HOW CAN WE FEEL POWERFUL INSTEAD OF POWERLESS?
April 10, 7pm
Other Sights at Access Gallery
222 East Georgia, Vancouver BC
Visiting from her home in a relatively isolated community in rural Saskatchewan, while in residence, Kara Uzelman will explore the city as a hub of exchange for goods, services, culture and knowledge. While in residence, Uzelman will consider possibilities for cultural exchange through alternate spaces that circumvent the need for expensive real estate and to investigate accessible formats with the potential to reach audiences both inside and outside of the networks involved in the production, commission, preservation, promotion of art. Inspired by the ‘zine’ format, for the duration of the residency, Uzelman will work to conceptualize and develop a low-tech, self-realized printed art-work. The content of this work will be developed in relation to the networks of exchange developed through Uzelman’s interactions with the city, while the printed form will be developed by making use of limited, economical and readily available tools, and materials.

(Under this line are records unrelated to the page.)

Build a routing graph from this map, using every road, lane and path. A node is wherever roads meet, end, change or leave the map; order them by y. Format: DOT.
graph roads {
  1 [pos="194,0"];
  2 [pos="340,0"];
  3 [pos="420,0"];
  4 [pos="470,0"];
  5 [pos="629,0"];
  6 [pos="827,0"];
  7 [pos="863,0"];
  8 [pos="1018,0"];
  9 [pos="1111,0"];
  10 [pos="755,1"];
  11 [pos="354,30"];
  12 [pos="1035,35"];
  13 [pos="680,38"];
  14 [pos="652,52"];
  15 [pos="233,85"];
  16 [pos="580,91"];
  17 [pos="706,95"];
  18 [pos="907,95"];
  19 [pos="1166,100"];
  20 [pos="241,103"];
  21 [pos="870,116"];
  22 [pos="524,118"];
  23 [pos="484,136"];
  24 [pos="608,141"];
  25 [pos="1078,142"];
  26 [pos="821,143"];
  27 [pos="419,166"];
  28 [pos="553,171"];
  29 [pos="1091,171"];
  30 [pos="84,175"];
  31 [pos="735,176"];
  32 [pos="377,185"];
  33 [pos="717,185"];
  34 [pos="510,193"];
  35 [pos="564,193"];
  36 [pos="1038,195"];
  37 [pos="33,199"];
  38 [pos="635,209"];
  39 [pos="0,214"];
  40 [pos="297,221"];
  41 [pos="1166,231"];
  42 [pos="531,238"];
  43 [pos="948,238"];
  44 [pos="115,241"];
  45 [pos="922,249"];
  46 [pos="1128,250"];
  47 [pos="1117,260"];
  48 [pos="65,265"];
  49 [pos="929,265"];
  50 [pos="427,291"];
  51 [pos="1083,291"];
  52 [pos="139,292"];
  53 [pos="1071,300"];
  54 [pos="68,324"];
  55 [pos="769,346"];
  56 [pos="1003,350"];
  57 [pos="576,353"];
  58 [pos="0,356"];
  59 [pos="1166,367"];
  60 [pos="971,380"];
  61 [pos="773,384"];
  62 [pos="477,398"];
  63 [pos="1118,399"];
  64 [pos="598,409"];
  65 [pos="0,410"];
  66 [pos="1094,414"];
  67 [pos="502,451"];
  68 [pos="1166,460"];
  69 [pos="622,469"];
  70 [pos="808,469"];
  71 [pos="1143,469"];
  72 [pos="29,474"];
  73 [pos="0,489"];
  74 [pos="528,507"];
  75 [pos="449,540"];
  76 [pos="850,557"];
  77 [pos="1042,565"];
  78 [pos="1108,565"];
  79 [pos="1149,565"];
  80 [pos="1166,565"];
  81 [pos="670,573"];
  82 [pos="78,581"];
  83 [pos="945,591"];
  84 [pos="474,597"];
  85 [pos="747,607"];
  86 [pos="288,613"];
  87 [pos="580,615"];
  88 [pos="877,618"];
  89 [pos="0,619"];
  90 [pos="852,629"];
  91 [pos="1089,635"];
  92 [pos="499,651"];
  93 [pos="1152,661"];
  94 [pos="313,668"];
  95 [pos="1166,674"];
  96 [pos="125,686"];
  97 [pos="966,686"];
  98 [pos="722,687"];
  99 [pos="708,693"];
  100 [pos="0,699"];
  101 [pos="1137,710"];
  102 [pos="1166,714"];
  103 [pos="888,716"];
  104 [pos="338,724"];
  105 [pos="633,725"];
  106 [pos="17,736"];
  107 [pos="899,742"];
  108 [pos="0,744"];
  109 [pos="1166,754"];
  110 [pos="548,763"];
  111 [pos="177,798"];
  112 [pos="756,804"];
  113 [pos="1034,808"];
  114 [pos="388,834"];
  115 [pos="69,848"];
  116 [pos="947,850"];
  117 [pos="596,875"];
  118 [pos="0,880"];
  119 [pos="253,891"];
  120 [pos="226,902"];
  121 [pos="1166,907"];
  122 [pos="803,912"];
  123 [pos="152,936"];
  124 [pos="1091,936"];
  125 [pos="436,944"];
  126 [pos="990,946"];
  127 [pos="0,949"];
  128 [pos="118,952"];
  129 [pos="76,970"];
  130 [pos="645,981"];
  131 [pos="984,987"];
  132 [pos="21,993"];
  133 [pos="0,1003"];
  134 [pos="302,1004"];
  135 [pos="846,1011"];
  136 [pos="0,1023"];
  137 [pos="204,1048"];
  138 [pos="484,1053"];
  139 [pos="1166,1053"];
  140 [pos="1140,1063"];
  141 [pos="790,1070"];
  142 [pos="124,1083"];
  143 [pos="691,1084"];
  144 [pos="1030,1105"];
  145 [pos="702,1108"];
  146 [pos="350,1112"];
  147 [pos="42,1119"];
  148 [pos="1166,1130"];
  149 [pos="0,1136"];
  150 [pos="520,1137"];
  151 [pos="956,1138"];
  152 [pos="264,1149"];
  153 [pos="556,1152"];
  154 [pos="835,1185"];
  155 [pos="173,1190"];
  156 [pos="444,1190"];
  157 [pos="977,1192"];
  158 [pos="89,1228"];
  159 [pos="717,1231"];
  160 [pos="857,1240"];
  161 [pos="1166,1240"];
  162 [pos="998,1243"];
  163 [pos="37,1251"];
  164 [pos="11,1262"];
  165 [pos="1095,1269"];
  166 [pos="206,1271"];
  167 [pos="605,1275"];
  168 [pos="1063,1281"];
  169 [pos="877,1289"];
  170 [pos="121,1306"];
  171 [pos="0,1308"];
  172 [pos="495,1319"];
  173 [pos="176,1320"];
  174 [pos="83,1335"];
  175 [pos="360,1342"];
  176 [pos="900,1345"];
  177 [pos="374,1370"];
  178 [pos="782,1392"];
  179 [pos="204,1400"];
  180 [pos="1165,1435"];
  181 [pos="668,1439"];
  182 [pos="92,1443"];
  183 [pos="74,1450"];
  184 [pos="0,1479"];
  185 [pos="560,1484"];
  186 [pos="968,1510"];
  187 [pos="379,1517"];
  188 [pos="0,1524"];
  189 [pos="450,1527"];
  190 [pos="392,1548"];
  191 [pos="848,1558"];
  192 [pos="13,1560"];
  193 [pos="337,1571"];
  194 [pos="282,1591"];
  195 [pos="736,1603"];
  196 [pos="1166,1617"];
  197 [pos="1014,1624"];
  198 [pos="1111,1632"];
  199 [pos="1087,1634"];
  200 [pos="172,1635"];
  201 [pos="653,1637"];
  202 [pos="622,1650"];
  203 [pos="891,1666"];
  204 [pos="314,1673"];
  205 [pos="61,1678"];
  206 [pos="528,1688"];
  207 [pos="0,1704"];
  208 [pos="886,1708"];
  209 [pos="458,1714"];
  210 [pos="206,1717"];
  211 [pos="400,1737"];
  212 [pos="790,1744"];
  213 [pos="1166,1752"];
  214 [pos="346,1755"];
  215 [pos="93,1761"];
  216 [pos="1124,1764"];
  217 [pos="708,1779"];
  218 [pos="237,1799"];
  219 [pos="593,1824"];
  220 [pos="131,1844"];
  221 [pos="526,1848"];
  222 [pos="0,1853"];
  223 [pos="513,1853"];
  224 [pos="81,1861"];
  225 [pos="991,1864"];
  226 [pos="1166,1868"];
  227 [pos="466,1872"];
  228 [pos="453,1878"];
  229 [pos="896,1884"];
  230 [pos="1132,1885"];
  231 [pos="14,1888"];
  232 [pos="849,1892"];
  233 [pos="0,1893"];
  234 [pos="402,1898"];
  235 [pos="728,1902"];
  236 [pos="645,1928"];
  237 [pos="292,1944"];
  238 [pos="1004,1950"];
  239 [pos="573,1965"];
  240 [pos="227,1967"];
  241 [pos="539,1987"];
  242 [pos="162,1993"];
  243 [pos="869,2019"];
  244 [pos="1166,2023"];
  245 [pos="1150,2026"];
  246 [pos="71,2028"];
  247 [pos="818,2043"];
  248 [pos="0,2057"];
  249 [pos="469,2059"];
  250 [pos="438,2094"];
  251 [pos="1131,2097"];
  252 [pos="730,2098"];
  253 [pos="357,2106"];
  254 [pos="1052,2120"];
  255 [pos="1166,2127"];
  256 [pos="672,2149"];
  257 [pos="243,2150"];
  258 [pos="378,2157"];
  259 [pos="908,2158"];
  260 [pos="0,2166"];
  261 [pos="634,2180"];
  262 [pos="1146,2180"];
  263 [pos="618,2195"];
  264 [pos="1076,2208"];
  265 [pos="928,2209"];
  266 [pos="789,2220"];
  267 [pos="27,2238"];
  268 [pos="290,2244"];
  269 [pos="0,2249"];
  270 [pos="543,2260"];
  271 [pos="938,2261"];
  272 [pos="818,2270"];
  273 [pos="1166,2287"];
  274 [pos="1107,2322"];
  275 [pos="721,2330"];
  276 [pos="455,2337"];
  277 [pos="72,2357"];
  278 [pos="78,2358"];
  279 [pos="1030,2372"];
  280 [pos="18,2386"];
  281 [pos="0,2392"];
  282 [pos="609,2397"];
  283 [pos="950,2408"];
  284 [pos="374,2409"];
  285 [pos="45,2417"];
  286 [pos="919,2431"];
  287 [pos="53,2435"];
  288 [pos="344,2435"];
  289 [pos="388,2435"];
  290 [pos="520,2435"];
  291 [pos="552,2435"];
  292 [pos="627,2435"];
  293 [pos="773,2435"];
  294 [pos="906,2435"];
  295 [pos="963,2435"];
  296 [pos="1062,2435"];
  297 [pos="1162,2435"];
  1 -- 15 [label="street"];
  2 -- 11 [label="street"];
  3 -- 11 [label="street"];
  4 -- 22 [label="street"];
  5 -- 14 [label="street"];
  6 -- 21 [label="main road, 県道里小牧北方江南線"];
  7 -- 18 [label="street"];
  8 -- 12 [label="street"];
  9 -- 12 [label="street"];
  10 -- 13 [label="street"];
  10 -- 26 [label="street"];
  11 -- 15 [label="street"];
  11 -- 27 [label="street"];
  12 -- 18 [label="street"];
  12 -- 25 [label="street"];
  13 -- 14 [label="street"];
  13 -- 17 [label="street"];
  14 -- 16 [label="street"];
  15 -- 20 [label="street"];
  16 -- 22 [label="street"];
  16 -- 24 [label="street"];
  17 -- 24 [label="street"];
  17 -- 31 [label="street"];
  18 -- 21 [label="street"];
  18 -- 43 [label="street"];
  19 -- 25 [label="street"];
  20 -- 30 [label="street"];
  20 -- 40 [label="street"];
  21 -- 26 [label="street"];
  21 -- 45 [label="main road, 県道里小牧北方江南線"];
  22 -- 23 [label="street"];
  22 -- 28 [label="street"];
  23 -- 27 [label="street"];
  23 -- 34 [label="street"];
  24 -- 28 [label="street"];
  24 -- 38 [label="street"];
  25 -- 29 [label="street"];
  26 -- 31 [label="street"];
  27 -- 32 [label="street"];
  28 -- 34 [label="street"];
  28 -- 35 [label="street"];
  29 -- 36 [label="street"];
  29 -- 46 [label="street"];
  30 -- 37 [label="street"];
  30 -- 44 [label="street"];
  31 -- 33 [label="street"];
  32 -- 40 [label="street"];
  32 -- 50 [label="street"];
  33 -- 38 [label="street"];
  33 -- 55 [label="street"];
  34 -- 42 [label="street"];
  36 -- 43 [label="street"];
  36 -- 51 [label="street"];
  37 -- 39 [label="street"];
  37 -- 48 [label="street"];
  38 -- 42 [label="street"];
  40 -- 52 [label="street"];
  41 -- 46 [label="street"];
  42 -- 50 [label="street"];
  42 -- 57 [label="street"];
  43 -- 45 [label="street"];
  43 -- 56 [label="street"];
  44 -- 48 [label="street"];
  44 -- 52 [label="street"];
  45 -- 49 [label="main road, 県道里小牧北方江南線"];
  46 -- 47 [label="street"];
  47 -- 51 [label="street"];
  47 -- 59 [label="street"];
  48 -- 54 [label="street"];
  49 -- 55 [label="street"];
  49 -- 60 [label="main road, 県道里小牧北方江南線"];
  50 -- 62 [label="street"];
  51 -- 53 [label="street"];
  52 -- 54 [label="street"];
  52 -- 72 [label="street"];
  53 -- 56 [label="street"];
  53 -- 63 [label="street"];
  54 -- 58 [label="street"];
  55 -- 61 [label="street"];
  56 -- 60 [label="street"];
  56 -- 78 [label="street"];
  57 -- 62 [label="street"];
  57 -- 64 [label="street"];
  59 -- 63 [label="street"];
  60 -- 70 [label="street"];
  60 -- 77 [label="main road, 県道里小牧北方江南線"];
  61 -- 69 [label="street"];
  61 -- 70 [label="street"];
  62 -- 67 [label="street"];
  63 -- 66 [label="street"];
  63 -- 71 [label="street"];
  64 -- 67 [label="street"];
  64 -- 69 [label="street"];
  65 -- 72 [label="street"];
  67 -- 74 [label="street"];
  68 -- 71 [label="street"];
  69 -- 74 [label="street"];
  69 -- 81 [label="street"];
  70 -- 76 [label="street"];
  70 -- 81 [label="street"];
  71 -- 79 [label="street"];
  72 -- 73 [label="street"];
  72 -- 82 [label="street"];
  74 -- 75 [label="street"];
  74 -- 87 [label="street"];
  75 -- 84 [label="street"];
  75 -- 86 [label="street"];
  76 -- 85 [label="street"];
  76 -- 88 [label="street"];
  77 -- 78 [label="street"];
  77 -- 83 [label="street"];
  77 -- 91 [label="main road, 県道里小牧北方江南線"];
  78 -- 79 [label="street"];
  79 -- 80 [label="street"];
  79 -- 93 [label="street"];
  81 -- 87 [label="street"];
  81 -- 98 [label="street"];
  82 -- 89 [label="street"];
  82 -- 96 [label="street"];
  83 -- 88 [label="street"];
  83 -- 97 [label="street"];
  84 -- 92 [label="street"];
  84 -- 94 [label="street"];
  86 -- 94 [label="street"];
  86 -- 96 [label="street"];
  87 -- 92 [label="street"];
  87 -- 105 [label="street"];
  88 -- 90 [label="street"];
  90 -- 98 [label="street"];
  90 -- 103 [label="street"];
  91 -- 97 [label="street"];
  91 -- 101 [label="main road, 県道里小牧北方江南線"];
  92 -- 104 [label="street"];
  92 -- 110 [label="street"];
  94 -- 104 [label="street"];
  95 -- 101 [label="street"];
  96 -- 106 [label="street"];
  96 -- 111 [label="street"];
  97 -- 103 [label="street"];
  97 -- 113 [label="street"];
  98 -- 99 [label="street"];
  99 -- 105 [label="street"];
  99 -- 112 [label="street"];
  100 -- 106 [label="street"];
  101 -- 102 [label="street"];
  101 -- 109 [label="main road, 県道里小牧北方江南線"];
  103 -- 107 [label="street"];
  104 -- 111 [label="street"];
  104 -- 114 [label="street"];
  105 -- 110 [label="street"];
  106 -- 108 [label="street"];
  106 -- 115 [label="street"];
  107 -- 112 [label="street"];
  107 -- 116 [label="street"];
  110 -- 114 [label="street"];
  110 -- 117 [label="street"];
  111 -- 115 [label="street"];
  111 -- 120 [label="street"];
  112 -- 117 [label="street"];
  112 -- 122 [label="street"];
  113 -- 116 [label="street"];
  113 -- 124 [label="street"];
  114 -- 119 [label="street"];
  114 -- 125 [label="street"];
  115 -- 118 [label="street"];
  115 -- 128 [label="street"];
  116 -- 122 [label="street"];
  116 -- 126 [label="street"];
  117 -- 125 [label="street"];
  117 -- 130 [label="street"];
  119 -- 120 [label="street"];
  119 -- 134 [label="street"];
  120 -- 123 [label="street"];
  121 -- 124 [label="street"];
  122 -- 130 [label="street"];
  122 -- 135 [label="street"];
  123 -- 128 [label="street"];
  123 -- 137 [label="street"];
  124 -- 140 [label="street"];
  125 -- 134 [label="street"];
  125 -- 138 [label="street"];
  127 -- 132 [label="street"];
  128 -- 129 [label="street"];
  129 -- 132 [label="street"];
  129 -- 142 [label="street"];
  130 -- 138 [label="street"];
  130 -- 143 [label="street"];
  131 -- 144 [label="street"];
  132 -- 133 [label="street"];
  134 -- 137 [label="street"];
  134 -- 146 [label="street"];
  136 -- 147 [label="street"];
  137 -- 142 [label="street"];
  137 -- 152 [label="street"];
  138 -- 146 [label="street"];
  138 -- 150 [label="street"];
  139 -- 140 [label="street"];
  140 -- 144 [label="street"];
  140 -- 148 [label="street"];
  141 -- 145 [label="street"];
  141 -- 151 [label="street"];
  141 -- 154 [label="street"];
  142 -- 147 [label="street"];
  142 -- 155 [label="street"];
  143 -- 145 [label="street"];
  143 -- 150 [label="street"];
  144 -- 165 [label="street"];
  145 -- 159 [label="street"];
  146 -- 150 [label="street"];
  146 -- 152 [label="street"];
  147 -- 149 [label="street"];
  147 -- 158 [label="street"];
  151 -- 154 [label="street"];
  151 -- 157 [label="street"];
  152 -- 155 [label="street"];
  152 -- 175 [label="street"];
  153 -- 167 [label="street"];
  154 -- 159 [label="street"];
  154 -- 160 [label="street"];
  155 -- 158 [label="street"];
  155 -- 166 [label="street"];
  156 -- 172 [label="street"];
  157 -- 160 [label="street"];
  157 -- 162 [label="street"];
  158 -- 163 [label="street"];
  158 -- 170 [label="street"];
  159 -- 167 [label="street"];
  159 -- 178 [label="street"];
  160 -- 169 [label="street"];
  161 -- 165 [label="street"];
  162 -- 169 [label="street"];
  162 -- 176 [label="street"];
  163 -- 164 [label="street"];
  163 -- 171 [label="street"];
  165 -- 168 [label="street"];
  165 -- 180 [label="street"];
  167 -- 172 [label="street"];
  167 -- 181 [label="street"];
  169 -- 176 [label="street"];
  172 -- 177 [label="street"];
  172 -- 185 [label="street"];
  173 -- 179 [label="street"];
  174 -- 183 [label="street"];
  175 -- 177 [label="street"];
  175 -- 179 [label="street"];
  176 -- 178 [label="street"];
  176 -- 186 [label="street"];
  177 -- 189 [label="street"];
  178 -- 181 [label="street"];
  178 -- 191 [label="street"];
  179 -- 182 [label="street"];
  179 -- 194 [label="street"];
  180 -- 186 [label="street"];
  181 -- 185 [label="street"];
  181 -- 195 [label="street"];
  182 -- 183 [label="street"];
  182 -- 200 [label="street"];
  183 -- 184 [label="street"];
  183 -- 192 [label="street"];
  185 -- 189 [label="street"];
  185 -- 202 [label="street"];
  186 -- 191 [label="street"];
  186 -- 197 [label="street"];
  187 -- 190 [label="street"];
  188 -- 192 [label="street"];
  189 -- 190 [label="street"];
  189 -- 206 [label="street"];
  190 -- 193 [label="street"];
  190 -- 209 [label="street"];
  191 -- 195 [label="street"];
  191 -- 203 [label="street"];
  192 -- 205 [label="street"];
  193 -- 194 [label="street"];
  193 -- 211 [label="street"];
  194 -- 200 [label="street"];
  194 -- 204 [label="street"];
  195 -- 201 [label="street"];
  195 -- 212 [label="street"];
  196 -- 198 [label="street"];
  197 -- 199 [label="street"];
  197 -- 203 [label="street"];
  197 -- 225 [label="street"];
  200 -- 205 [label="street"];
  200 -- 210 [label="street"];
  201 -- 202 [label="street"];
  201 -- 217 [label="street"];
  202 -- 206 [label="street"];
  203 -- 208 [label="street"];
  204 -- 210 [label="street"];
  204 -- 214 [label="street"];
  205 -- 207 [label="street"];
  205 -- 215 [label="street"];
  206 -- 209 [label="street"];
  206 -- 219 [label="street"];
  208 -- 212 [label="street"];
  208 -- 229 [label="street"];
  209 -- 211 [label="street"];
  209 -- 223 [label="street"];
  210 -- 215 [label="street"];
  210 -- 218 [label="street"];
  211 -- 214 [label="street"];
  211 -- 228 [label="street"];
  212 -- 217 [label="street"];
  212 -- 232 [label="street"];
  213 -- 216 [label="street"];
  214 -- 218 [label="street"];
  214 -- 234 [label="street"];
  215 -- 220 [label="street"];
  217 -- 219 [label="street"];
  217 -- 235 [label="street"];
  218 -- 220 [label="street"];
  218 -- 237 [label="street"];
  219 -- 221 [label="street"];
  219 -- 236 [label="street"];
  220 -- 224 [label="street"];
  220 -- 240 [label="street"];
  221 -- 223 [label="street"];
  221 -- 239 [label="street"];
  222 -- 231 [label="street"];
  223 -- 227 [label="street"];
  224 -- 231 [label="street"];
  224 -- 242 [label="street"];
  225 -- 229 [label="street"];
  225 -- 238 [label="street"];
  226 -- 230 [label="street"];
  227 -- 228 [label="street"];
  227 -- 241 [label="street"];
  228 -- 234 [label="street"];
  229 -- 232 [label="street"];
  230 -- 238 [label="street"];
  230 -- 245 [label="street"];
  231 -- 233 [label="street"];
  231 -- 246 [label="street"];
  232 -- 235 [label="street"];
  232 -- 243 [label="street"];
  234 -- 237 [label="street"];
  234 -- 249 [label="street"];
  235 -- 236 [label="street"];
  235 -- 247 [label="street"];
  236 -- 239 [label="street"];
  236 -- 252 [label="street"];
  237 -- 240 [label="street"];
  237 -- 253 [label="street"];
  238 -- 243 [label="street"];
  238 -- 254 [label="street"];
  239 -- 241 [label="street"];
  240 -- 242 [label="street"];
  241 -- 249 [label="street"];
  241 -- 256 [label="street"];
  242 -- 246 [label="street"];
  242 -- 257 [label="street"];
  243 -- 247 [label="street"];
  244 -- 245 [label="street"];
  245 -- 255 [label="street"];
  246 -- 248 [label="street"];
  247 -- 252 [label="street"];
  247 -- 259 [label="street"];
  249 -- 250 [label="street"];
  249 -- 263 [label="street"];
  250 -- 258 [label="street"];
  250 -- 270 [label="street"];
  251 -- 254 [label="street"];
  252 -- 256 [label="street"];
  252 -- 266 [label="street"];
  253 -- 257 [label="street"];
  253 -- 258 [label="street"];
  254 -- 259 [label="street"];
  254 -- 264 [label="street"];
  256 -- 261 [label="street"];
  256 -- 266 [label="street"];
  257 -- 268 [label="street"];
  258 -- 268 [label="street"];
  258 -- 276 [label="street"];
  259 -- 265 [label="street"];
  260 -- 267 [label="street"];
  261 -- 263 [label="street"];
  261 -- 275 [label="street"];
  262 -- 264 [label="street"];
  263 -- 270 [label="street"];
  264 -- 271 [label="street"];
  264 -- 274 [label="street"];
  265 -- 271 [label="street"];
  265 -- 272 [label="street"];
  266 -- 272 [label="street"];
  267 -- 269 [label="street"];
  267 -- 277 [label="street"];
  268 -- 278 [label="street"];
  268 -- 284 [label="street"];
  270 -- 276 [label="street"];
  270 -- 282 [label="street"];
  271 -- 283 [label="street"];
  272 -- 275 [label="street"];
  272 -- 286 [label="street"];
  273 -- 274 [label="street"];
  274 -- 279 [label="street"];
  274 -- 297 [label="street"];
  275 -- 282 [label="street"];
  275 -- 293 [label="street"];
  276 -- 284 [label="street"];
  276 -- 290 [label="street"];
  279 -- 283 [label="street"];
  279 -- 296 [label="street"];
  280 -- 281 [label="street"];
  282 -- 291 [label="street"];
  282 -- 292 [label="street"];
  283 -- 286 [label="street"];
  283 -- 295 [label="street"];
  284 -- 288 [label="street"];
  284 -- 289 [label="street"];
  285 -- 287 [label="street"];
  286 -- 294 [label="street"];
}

In support of the development of this work, Uzelman will host Monday evening gatherings to explore the wide-ranging theme “How can we feel powerful instead of powerless”. These gatherings will be geared toward informal discussion and interpretations of the theme and are open to anyone interested in discussing, listening, or collaborating.
April 10, 17, 24
1st meeting this Monday april 7th
Show and Tell
Bring something tangible or intangible to contribute to a preliminary discussion for the publication.
e.g. recipes, poetry, artworks, excerpts, clothing patterns, planting schedules, movement sequences, quotations, comments, mantras, alternate economies, identification charts, world making metaphors, perpetual motion machines
&c. &c. &c.
Kara Uzelman (b. in Vanouver, 1978) lives and works in the rural, farming community of Nokomis, Saskatchewan. Interested in the self-sustaining potential of handmade and DIY culture Uzelman’s work engages with the processes of gathering, making and inventing as a self-directed study of her surrounding environments. Her provisional constellations of gleaned objects create alternate systems, cycles and networks. Often using wood, earth, paper, rope, outmoded electronic devices, and household remnants, her sculptures, collections and archives activate the narrative potential of objects and explore the immaterial qualities of the material world. Her working methods include folk techniques, field trips, internet research and peripheral fields of scientific study.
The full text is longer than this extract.